We can change this city into a place that functions better for the many and not just the wealthiest and most powerful few. We have to keep talking. Many of us have been convinced that "you can't interfere with the free market," but there is no such thing as the free market. It is a fantasy concocted to funnel money from the lower and middle classes to the top. It is meant to make us stop imagining alternatives. When our leaders start echoing back to us the alternatives we have imagined, this is a sign that the tide is beginning to turn. But we have to keep pushing. We cannot be quiet now.

Here's what you can do:

- Write to the mayor and ask him to support the SBJSA and fight in Albany for the vacancy tax. Here's a quick form you can fill out in just a few easy steps.

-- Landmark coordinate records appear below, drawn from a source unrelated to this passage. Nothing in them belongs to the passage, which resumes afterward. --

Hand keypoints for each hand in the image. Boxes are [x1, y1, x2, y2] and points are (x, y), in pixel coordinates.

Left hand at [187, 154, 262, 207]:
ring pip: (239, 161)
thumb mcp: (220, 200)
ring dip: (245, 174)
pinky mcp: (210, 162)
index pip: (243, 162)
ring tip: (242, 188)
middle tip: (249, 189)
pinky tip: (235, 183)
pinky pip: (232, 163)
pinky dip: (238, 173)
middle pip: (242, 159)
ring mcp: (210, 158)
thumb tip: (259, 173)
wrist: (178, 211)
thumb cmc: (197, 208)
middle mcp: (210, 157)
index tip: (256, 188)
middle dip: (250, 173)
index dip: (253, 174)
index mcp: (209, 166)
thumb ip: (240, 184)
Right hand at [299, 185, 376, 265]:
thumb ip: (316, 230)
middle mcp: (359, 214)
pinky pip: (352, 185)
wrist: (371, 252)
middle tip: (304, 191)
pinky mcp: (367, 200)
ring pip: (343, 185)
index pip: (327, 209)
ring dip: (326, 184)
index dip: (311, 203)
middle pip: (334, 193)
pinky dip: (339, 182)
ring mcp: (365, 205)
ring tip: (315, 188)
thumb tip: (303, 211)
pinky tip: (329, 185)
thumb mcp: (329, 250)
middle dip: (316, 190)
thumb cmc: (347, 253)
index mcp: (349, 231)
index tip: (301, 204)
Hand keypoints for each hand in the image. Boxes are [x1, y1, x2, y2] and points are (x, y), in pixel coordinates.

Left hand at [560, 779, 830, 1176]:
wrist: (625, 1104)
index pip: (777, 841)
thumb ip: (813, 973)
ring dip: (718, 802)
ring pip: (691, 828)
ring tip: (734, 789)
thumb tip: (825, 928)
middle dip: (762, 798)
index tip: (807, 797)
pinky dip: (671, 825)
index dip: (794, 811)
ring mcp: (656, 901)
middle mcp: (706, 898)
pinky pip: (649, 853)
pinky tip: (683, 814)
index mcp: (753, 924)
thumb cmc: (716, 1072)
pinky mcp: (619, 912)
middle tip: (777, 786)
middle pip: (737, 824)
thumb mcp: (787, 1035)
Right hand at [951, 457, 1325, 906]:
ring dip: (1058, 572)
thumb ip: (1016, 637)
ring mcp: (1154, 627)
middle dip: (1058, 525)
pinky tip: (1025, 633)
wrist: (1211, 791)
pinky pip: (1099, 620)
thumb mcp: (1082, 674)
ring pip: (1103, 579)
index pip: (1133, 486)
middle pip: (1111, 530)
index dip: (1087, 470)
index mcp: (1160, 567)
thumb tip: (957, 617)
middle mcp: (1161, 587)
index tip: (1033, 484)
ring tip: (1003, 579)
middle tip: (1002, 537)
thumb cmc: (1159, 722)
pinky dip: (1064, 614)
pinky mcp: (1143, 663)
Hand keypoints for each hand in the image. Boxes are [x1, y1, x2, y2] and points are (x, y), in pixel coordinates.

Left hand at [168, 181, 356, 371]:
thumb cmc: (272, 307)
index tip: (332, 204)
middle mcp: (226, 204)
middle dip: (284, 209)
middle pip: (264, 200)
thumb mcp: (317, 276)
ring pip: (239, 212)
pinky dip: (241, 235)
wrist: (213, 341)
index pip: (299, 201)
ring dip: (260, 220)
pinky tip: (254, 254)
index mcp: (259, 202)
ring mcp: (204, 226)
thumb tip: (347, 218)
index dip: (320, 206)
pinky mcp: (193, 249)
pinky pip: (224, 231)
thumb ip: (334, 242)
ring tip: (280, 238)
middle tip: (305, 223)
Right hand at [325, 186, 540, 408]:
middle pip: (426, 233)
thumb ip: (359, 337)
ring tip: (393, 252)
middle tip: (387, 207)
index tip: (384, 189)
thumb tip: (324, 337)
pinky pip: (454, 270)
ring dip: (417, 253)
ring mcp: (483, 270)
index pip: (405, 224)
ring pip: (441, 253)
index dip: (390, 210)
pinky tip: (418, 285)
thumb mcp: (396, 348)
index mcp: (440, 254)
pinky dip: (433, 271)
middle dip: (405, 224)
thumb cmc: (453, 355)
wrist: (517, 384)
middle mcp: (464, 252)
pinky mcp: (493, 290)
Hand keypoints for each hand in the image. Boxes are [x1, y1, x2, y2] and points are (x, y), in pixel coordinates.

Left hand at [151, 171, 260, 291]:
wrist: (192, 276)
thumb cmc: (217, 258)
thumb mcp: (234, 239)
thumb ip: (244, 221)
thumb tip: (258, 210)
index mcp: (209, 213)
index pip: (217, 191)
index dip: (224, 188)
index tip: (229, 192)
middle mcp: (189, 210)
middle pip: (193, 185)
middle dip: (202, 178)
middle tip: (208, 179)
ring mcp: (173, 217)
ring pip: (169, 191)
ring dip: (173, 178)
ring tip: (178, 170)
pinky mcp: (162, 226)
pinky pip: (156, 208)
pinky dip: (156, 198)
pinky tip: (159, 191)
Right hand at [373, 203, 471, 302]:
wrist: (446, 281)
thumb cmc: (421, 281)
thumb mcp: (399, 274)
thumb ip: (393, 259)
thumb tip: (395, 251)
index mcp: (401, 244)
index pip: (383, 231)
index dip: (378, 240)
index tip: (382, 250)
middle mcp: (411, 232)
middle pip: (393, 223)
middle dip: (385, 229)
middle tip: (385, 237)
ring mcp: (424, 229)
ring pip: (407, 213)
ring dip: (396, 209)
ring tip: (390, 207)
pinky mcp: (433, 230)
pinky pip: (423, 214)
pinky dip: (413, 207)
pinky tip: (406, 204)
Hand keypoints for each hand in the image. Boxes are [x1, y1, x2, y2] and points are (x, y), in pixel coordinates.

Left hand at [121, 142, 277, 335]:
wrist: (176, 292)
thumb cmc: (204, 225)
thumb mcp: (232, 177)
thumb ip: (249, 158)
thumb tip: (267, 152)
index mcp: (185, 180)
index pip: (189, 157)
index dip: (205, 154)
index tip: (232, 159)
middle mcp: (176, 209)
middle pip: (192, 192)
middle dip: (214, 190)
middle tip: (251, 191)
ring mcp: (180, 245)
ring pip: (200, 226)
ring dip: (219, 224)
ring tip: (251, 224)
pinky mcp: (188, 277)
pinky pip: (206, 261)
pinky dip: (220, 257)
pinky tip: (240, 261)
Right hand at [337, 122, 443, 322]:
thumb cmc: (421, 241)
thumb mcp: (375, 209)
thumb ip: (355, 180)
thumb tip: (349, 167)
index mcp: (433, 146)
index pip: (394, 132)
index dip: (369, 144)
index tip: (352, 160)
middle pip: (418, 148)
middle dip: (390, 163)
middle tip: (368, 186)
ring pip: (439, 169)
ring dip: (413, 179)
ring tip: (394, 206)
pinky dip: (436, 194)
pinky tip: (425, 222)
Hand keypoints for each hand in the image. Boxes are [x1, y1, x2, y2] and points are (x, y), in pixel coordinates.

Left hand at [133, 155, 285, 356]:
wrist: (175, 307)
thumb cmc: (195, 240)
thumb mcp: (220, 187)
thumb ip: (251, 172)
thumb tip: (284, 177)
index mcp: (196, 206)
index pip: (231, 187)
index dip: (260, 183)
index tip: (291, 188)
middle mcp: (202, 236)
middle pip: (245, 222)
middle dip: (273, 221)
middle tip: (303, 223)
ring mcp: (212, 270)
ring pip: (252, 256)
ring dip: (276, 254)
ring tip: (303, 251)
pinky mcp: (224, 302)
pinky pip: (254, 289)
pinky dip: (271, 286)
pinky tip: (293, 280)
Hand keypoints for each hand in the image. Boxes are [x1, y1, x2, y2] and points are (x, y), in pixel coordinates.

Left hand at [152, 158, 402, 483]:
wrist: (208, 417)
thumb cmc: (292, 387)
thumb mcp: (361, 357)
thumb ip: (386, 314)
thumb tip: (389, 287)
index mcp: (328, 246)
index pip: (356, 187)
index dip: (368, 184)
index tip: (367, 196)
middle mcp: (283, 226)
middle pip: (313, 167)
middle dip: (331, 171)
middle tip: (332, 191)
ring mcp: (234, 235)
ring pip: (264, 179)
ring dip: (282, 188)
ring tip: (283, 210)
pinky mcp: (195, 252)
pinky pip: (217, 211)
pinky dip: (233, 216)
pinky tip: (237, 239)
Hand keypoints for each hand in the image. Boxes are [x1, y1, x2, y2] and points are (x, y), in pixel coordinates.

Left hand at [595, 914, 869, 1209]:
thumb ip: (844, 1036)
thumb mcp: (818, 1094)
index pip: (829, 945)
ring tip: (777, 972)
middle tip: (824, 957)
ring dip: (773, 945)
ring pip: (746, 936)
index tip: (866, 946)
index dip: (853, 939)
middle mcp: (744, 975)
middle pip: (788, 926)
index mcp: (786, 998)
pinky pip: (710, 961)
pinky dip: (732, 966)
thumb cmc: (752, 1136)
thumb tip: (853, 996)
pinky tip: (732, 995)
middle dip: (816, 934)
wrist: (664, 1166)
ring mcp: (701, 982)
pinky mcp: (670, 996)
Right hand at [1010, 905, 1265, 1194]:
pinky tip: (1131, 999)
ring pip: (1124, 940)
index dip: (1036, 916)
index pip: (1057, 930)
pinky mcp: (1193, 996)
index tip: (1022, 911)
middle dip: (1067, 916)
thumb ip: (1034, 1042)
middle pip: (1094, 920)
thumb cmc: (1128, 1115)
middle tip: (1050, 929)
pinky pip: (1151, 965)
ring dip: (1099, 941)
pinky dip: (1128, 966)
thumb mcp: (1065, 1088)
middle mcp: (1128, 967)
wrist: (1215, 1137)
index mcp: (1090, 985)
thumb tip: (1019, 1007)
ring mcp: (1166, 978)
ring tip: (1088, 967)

- Write to Council Speaker Corey Johnson and ask him to support a strong SBJSA and bring it to a vote. Here's a quick and easy form for that, too.

- Here's more you can do.

- And talk about it. Talk to your friends, family, and co-workers. Tell them that mom and pops aren't vanishing "because of the market," they're vanishing because the city and state support landlord greed -- but this can change. There are solutions. The first step is raising consciousness. We have to imagine a different city.